Patrick Watson, au bal des lucioles

Après le triple lancement-spectacle de l’album Adventures In Your Own Backyard au Corona en avril, Patrick Watson se produisait hier à Wilfrid, dans la série de prestige du FIJM (à l’heure et au lieu où chantera Liza Minnelli ce soir). Pas dehors en toute gratuité pour les multitudes comme en 2009. À l’intérieur, dans la grande place, à 52,77 $ le client. Qu’en penser ? Promotion ? Consécration ? Était-ce la grande occasion chic pour Patrick Watson, ce groupe qui porte le nom de son chanteur ?
Pas du tout : plutôt le contraire. Quelque chose comme de la bonne franquette somptueuse. Quelque chose comme du grand luxe sans la moindre prétention. C’était comme si Wilfrid avait été transporté dans le grand loft où a été enregistré l’album. Pour que ce soit plus confortable. Une sorte de détournement ludique. C’était Wilfrid-Pelletier au service du plaisir pur de faire de la musique ensemble. Public inclus : on avait distribué 3000 « doigts lumineux », et chacun avait un rayon à pointer. « Why not ? », s’est exclamé Pat sous sa casquette, hilare, content de son coup : ça valait la dépense. Eh ! Un bal de lucioles jusqu’au troisième balcon !
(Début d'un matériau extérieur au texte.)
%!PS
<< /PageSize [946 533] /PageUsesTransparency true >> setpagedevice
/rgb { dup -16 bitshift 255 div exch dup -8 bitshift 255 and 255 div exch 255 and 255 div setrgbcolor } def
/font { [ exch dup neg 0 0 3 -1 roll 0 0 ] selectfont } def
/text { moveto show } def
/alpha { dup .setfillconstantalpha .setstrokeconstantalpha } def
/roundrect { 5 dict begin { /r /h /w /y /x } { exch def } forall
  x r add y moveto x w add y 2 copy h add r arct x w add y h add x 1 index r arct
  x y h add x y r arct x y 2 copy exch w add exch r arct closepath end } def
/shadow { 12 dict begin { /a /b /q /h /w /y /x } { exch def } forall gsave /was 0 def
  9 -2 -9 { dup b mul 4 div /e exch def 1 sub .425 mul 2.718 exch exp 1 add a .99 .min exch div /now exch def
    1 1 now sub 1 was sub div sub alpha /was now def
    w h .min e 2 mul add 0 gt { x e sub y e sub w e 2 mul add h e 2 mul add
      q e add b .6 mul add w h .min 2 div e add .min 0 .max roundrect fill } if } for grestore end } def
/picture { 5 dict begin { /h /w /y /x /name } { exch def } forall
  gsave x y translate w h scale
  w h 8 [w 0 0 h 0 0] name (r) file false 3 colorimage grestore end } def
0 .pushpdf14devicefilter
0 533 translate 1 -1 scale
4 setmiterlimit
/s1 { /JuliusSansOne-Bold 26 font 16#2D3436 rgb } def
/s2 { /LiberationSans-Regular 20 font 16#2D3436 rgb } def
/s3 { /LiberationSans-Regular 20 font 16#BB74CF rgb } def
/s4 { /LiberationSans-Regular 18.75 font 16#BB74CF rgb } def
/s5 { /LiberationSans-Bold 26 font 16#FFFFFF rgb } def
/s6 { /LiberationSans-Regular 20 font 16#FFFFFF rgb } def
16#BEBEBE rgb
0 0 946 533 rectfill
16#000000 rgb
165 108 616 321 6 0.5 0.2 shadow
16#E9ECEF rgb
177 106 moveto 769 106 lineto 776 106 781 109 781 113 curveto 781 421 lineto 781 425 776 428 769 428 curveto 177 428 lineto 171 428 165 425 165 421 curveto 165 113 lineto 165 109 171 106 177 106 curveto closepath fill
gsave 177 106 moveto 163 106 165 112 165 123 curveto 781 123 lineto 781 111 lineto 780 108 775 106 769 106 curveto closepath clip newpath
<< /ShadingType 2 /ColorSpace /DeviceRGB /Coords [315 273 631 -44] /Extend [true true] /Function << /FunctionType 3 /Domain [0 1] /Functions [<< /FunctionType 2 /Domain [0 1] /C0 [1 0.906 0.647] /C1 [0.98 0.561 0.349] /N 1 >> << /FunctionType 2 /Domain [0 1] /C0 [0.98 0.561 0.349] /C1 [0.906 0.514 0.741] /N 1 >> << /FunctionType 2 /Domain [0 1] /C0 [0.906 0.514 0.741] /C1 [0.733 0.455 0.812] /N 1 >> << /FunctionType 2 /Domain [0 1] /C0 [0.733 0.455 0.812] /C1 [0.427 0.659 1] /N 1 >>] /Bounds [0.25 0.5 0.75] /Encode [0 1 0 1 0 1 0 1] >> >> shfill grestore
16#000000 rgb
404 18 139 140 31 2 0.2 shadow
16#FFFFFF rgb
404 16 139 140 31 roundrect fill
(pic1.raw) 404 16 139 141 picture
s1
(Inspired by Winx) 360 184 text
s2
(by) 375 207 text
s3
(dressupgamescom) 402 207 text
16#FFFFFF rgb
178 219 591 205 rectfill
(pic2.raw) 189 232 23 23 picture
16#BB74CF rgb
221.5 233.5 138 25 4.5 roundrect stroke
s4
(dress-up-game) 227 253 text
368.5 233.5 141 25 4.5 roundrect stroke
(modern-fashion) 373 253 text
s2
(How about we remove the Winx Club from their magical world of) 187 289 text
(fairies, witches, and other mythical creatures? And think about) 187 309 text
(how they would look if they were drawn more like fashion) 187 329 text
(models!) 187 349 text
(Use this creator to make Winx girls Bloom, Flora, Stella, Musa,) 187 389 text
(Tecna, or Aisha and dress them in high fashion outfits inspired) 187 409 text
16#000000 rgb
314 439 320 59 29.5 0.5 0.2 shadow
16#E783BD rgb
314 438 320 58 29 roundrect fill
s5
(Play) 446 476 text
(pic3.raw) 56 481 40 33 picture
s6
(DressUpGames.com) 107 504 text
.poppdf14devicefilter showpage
Les jeux d’éclairages les plus savants, des projections extraordinaires, de grands écrans-cerceaux qui rappelaient le chronogyre de l’émission de science-fiction Au coeur du temps, une véritable pluie d’étoiles, ç’aurait pu être en d’autres mains une démonstration de savoir-faire, la marque d’un groupe qui se veut mondialement important. Mais non. Les rires en cascades de Pat dénonçaient toute velléité d’esbroufe : c’était rien que pour jouir des effets. Créer de la beauté, et puis en profiter ensemble, pour ainsi dire en famille.
Le grand carré de sable
Magie, oui, mais facultative. C’était pareil carré de sable pour les arrangements, à la fois poignants et luxuriants, qui mêlaient cuivres à la Morricone, cordes à la George Martin, chorale, pedal steel et mandoline jouées par l’invité Joe Grass, et mille modulations et crescendos à la… Patrick Watson. Pas un instant ces musiciens exceptionnels, Robbie Kuster aux percus, Simon Angell aux guitares, Mischka Stein à la basse, et tous ceux qui les entouraient, ne tiraient à eux la couverture : pas un solo autrement que pour le bien commun, rien qui ne soit entièrement dévolu à la beauté de l’ensemble. Y compris la merveilleuse voix de Patrick, falsetto unique au monde, et pourtant partie intégrante du groupe nommé Patrick Watson.
Les pizzicatos de Black Wind, la petite guitare qui devenait immense dans Step Out For A While, le pedal steel cinématographique dans The Things You Do, le bivouac autour d’un seul micro dans Into Giants, le vibraphone céleste dans Quiet Crowd, les cordes et les cuivres de mariachis dans Light House, tout était cadeau à la vie, ode au miracle d’être là, au grand bal des lucioles. En chemin vers le journal, j’ai pensé à Lhasa, à qui Adventures est dédié, à la pureté de son amour pour la musique. Et j’ai souri.
Bémol : j’ai été nettement moins convaincu par l’artiste de première partie, cet Emil Svanängen qui se fait appeler Loney Bear : l’approche bourdon privilégiée - infimes variations autour d’une seule et même note - est intéressante en soi, et le gars est certainement doté d’une voix hors du commun, mais après 50 minutes de butinage ininterrompu, ce sont mes oreilles qui bourdonnaient. Ramené par Pat le temps d’un duo dans l’air raréfié des harmonies haut-perchées, l’ami Emil s’est révélé capable de bien belles notes. Normal : chez Patrick Watson, on ne s’appartient plus. On joue pour jouer.